Wednesday, 1 February 2012

Metabolomics and the food fingerprint

I've touched upon the beautiful science of metabolomics previously on a sister blog; that is, looking for 'chemical fingerprints' in various biological fluids to garner further information on underlying biological processes related to health. Already metabolomics has provided us with a few preliminary clues in relation to more behaviourally-led conditions such as autism and schizophrenia (AUC=1), but as the technology gets smarter and smaller (and cheaper), I foresee great things ahead for this flourishing branch of biochemistry similar to the genomic high-throughput screening technology carried out at places like the Sanger Institute.

When a story recently appeared on the BBC website discussing a food 'fingerprints' test, it was therefore always going to attract my attention. Indeed so much so that after a few quick emails to one of the people involved with the research, I was very satisfied to receive some of their peer-reviewed papers on the details behind the headlines. 

The BBC story discusses some collaborative research based on the notion that what we eat leads to the production of various chemical metabolites and that detecting those metabolites in fluids like urine means we can objectively find out what someone has consumed recently and if necessary promote any dietary changes. Food diaries are the normal way of collecting information on what people have eaten recently but recall is often not as accurate as you think.

My take on this work was slightly different in terms of the fact that the researchers are in effect, building up a large bank of information based on very controlled eating habits about what comes out when we eat certain foods. 

This paper by Favé and colleagues* (full-text) sums up the research aims and objectives; also providing a great overview of the various techniques used in metabolomics and importantly the statistical analyses required (normally PCA or some variant). The researchers have been very methodical in their approach to this issue. This paper again by Favé and colleagues** (full-text) details how they went about clearing a few potential interfering variables such as the fasting period and some information on the reproducibility of findings over various testing occasions. In short, they wanted to make sure that interesting collected metabolites were food derived and were consistent.

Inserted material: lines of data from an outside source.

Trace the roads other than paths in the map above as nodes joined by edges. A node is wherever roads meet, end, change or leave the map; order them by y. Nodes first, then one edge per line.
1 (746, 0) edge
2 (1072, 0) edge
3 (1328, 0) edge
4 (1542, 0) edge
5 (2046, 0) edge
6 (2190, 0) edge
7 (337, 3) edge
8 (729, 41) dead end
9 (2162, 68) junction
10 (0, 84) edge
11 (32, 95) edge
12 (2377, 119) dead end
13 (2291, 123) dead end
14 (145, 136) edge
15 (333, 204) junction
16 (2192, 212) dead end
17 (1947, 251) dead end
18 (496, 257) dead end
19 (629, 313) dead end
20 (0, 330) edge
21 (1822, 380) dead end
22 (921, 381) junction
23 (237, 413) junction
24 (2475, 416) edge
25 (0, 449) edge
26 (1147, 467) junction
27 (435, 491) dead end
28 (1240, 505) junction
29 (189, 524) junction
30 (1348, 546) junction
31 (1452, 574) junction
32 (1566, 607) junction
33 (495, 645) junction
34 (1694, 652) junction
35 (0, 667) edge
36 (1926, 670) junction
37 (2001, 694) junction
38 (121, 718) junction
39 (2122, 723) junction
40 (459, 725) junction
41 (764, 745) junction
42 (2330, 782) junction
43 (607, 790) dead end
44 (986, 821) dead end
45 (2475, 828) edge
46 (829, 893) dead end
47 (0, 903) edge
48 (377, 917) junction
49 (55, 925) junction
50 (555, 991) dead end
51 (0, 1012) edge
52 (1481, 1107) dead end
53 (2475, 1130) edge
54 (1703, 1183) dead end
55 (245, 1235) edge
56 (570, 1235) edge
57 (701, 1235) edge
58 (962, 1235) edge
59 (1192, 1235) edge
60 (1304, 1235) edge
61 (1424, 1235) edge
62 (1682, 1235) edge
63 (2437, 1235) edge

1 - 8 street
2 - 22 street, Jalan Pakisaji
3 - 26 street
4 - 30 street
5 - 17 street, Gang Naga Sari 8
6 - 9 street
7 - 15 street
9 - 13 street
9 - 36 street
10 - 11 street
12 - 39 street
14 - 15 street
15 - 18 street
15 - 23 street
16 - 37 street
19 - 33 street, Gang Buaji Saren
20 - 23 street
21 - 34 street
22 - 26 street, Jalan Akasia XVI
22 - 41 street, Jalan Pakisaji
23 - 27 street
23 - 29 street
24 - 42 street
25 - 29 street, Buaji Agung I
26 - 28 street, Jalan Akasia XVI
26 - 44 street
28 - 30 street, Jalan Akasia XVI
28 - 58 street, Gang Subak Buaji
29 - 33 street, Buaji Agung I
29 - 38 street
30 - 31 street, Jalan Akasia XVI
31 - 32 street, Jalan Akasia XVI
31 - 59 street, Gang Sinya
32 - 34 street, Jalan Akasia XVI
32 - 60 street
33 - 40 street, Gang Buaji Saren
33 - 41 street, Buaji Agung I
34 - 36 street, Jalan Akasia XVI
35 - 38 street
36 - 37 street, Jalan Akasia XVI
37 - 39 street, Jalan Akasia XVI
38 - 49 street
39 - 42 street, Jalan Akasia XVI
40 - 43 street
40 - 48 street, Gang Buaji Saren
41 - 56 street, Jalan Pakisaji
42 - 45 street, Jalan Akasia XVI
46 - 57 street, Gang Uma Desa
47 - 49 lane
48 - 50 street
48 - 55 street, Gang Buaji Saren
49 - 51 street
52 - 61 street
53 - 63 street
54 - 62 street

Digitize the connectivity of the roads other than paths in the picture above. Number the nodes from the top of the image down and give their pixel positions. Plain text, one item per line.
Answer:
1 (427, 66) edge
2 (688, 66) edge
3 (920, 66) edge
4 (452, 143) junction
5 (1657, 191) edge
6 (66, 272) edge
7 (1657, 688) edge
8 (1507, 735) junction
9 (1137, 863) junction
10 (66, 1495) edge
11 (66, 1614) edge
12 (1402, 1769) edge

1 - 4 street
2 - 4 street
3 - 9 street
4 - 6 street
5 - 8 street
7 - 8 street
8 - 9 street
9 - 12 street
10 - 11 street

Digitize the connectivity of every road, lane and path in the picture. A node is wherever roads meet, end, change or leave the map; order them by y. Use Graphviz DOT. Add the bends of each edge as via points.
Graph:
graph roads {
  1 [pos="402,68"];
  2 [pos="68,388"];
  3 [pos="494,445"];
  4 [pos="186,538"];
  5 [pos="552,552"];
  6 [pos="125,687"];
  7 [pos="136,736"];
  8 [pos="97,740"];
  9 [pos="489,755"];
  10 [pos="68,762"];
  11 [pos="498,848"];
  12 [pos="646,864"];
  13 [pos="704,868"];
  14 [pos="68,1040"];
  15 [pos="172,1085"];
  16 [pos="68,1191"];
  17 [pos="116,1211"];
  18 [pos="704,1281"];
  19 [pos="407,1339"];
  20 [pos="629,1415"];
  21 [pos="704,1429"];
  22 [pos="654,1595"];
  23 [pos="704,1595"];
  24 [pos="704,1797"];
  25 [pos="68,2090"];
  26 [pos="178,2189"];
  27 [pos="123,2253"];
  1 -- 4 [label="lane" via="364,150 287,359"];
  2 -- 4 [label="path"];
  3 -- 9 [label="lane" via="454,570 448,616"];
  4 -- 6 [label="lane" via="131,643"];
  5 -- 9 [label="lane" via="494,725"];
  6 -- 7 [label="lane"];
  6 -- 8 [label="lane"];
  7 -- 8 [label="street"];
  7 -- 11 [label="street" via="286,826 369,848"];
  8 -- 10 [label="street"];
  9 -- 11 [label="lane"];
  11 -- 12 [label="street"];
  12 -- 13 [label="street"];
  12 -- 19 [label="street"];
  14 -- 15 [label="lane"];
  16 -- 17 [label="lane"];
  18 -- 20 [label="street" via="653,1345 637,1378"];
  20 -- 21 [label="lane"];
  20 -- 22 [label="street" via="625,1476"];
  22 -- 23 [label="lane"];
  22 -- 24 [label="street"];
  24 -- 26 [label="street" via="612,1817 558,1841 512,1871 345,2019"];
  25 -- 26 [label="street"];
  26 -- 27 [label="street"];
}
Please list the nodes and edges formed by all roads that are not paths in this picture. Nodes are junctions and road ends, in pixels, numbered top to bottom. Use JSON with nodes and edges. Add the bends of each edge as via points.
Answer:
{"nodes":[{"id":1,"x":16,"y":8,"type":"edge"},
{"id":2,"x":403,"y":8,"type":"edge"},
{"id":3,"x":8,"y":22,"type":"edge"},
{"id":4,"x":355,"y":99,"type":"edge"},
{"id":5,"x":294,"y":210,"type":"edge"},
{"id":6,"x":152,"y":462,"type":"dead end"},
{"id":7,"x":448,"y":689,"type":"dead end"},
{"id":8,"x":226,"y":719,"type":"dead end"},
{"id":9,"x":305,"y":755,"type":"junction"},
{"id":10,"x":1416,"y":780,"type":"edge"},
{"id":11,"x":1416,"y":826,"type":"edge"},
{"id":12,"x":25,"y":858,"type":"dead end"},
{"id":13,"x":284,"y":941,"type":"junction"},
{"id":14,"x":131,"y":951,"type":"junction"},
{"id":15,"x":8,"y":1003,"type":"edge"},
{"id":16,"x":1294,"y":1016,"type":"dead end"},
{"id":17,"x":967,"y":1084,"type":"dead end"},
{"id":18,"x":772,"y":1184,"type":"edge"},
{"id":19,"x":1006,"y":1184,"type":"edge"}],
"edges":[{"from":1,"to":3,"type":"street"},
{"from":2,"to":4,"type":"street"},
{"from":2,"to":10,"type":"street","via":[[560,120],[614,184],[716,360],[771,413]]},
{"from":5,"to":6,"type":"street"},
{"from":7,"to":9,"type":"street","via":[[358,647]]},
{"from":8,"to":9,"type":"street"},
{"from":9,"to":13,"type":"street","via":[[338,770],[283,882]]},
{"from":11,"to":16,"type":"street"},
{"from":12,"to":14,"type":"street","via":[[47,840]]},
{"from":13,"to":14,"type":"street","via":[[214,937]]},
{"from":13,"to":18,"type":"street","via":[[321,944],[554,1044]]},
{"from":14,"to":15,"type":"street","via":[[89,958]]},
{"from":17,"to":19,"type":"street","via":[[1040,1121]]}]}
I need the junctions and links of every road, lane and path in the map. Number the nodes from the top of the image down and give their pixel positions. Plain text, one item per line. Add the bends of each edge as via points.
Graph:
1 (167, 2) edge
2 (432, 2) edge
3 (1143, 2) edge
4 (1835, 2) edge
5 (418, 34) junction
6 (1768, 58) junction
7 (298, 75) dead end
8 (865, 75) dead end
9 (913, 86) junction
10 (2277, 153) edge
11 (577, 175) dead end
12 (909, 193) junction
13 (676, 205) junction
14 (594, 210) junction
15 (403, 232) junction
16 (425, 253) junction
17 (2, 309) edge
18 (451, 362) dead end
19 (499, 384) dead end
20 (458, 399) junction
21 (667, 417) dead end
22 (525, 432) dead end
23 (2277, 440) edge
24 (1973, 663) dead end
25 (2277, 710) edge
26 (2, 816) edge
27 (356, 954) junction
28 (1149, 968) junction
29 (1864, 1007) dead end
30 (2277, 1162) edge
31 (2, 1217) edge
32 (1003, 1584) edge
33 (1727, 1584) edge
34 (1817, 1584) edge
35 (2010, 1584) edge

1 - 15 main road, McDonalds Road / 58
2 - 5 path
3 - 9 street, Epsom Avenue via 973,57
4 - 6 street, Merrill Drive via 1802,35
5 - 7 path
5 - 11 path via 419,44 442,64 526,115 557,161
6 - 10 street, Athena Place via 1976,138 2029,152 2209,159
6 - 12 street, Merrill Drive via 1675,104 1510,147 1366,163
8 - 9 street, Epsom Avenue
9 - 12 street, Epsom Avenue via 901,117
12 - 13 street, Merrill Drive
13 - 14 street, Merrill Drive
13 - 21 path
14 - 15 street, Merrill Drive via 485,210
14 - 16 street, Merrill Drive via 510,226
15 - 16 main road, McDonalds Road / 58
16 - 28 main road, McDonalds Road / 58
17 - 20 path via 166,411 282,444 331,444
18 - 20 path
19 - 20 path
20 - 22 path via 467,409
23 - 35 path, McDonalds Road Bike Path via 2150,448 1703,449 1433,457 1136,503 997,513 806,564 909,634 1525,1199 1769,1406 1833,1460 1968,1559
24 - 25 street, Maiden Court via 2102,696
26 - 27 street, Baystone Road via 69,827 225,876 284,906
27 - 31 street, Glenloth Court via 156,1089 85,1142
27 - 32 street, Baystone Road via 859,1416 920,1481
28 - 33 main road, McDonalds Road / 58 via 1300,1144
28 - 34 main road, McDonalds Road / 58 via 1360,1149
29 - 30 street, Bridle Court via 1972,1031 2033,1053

So what have they got so far?

Well, according to this paper by Lloyd and colleagues*** when compared to a standard breakfast made up of orange juice, tea with skimmed milk and sugar, butter croissant, and cornflakes with milk, an alternative dietary schedule made up of either salmon, broccoli, whole-grain wheat cereal or raspberries produced some notable differences in urinary metabolites. The differences were even more notable when the alternative dietary schedule was compared against fasting urine samples.

Looking more specifically at individual compounds formed as a result of dietary intake, a few interesting snippets were reported including:

  • Smoked salmon intake was associated with increased levels of 1-methylhistidine and anserine (b-alanyl-L-methylhistidine), metabolites of the amino acid histidine, probably derived from fish skeletal muscle. Also alongside were findings of TMAO, a degradation product from carnitine (remember that?).
  • Broccoli and raspberry were both associated with increased ascorbate and individually, xylonate/lyxonate and polyphenols.
  • For each of these three dietary components, there were at least 7 putative biomarkers of intake reported although nothing was reported on for the wholegrain cereal consumption.

Another paper by Lloyd and colleagues**** reported that proline betaine was associated with citrus exposure, with detected levels using the same technology and methods explanatory of both acute and habitual exposure to citrus containing foods (makes it sound like an illicit drug or something).

Appreciating that this and related work is still an emerging area of investigation, subject to all manner of confounders that we as human beings do to ourselves every day, I am suitably impressed that there are groups out there looking at our food and how we metabolise it. I can envisage many applications for this kind of work, ranging from a non-invasive test of recent food consumption, to measuring adherence to certain kinds of dietary intervention, to examining whether there are any differences in the metabolism of certain foods as a function of say gut bacteria which might cast some light on the biology behind lots of conditions.

To finish how about a bit of artistic interpretation through the medium of dance from Kate Bush...

* Favé G. et al. Measurement of dietary exposure: a challenging problem which may be overcome thanks to metabolomics? Genes & Nutrition. 2009; 4: 135-141

** Favé G. et al. Development and validation of a standardized protocol to monitor human dietary exposure by metabolite fingerprinting of urine samples. Metabolomics. 2011; 7: 469-484

*** Lloyd AJ. et al. Use of mass spectrometry fingerprinting to identify urinary metabolites after consumption of specific foods. American Journal of Clinical Nutrition. 2011; 94: 981-91.

**** Lloyd AJ. et al. Proline betaine and its biotransformation products in fasting urine samples are potential biomarkers of habitual citrus fruit consumption. British Journal of Nutrition. 2011; 106: 812-824.